ELAC is an interdisciplinary research programme whose central aim is to determine how law, norms, and institutions can regulate, restrain, prevent, and terminate armed conflict in today's international system. Founded in 2008 through the generous funding of The Oxford Martin School (previously called the James Martin 21st Century School), the Institute is housed within the Department of Politics and International Relations at the University of Oxford. The Institute also has links with the Faculty of Law and the Faculty of Philosophy.

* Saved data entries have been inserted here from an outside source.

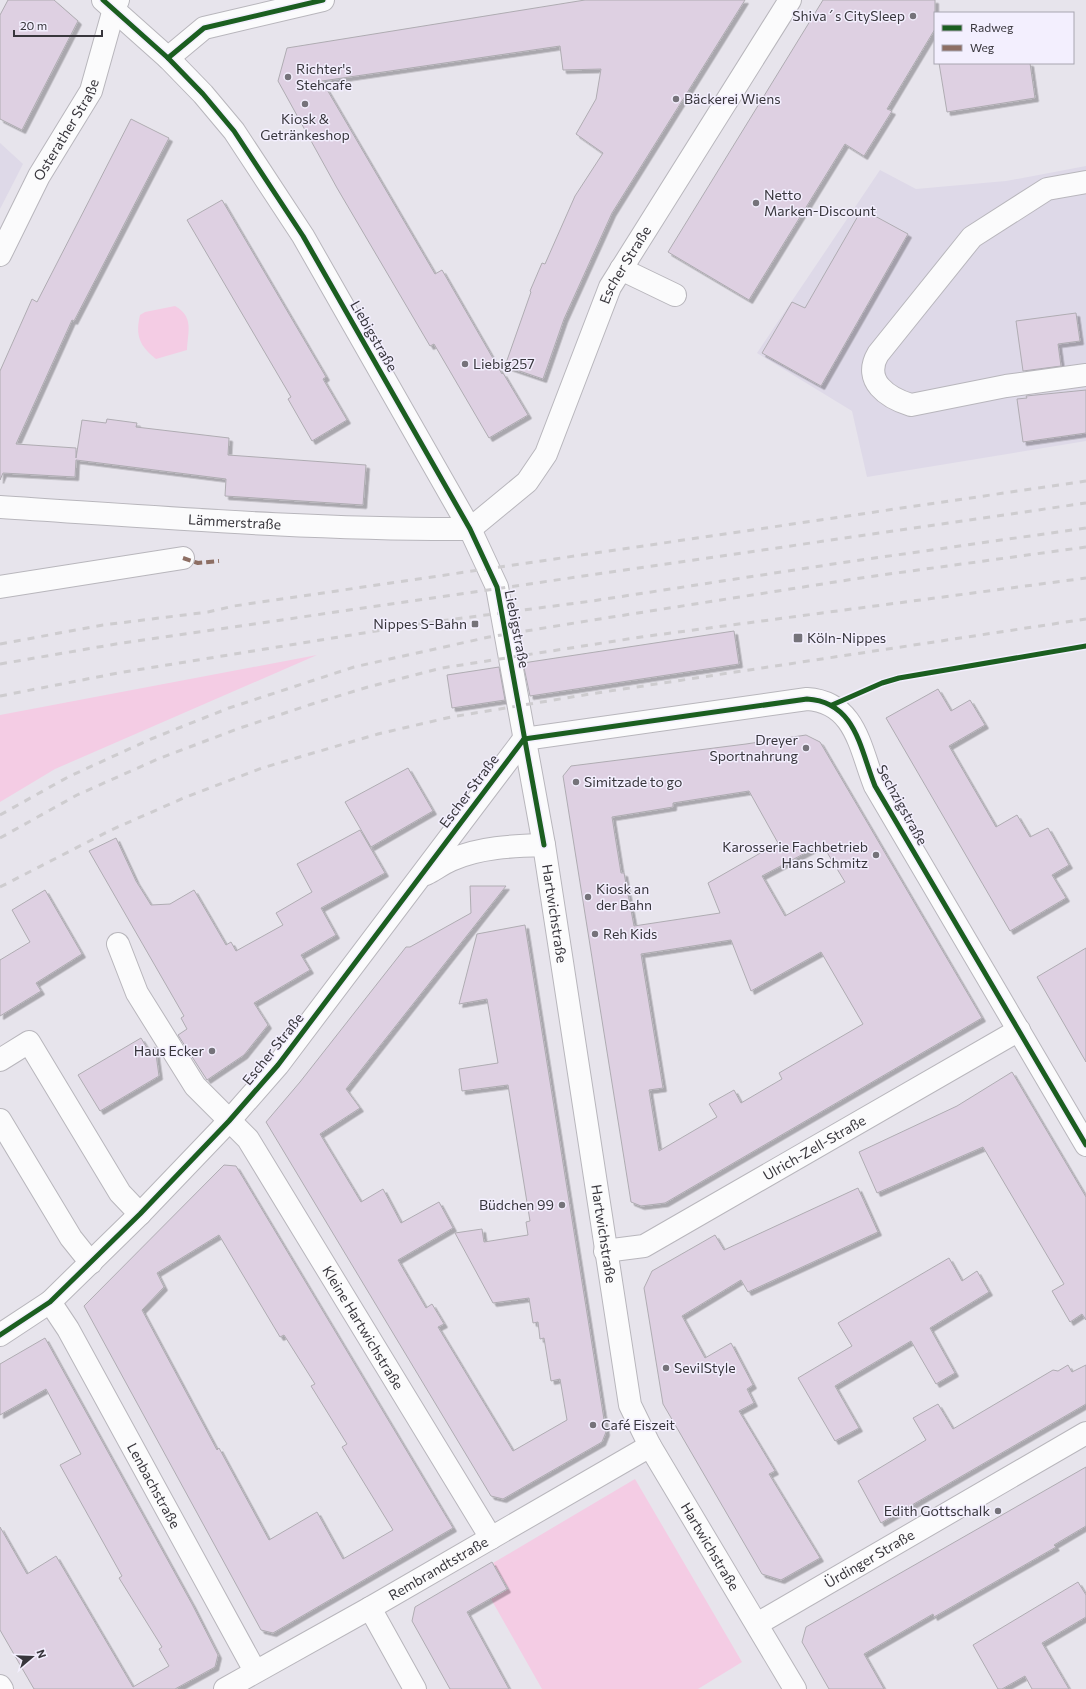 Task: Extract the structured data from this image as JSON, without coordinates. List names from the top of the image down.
{
  "streets": {
    "street": [
      "Osterather Straße",
      "Escher Straße",
      "Liebigstraße",
      "Lämmerstraße",
      "Sechzigstraße",
      "Hartwichstraße",
      "Ulrich-Zell-Straße",
      "Kleine Hartwichstraße",
      "Lenbachstraße",
      "Ürdinger Straße",
      "Rembrandtstraße"
    ]
  },
  "crossings": [
    ["Osterather Straße", "Liebigstraße"],
    ["Escher Straße", "Liebigstraße"],
    ["Escher Straße", "Lämmerstraße"],
    ["Escher Straße", "Sechzigstraße"],
    ["Escher Straße", "Hartwichstraße"],
    ["Escher Straße", "Kleine Hartwichstraße"],
    ["Escher Straße", "Lenbachstraße"],
    ["Liebigstraße", "Lämmerstraße"],
    ["Liebigstraße", "Sechzigstraße"],
    ["Liebigstraße", "Hartwichstraße"],
    ["Sechzigstraße", "Hartwichstraße"],
    ["Sechzigstraße", "Ulrich-Zell-Straße"],
    ["Hartwichstraße", "Ulrich-Zell-Straße"],
    ["Hartwichstraße", "Ürdinger Straße"],
    ["Hartwichstraße", "Rembrandtstraße"],
    ["Kleine Hartwichstraße", "Rembrandtstraße"],
    ["Lenbachstraße", "Rembrandtstraße"]
  ],
  "places": {
    "other": [
      "Shiva´s CitySleep",
      "Richter's Stehcafe",
      "Bäckerei Wiens",
      "Kiosk & Getränkeshop",
      "Netto Marken-Discount",
      "Liebig257",
      "Dreyer Sportnahrung",
      "Simitzade to go",
      "Karosserie Fachbetrieb Hans Schmitz",
      "Kiosk an der Bahn",
      "Reh Kids",
      "Haus Ecker",
      "Büdchen 99",
      "SevilStyle",
      "Café Eiszeit",
      "Edith Gottschalk"
    ],
    "transit": ["Nippes S-Bahn", "Köln-Nippes"]
  },
  "legend": ["Radweg", "Weg"],
  "scale_bar": "20 m",
  "north": "right"
}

ELAC's collaborative research programme crosses the disciplines of philosophy and political theory, law, and international relations. As well as producing research of the highest quality through traditional academic channels, ELAC seeks to inform the wider public and policy debate through its various outreach activities. The institute identifies a ‘signature theme’ triennially, which culminates with the generation of a Consensus Statement of Principles setting out concrete proposals for reforming and developing the normative and regulatory framework for armed conflict. The theme for 2008-11 was ‘Strengthening International Authority’.
ELAC aims to:
Become a global centre of excellence for interdisciplinary research into the management and regulation of armed conflict;
Build a community of scholars engaged in collaborative research on issues relating to the norms, ethics and politics of armed conflict;
Act as a new focal point for research and teaching across the disciplines of law, philosophy, and international relations both within the Oxford community and with other related institutions worldwide;
Attract, develop, and retain academic staff and fellows of the highest calibre who will champion the Institute’s mission;
Deliver an impact beyond the confines of traditional academic research by engaging in public and policy debates;
Play a significant role in reshaping the legal and policy instruments for the management and regulation of armed conflict;
- Establish relevant partnerships and networks with governments, NGO's, international institutions, the media, and the public more widely.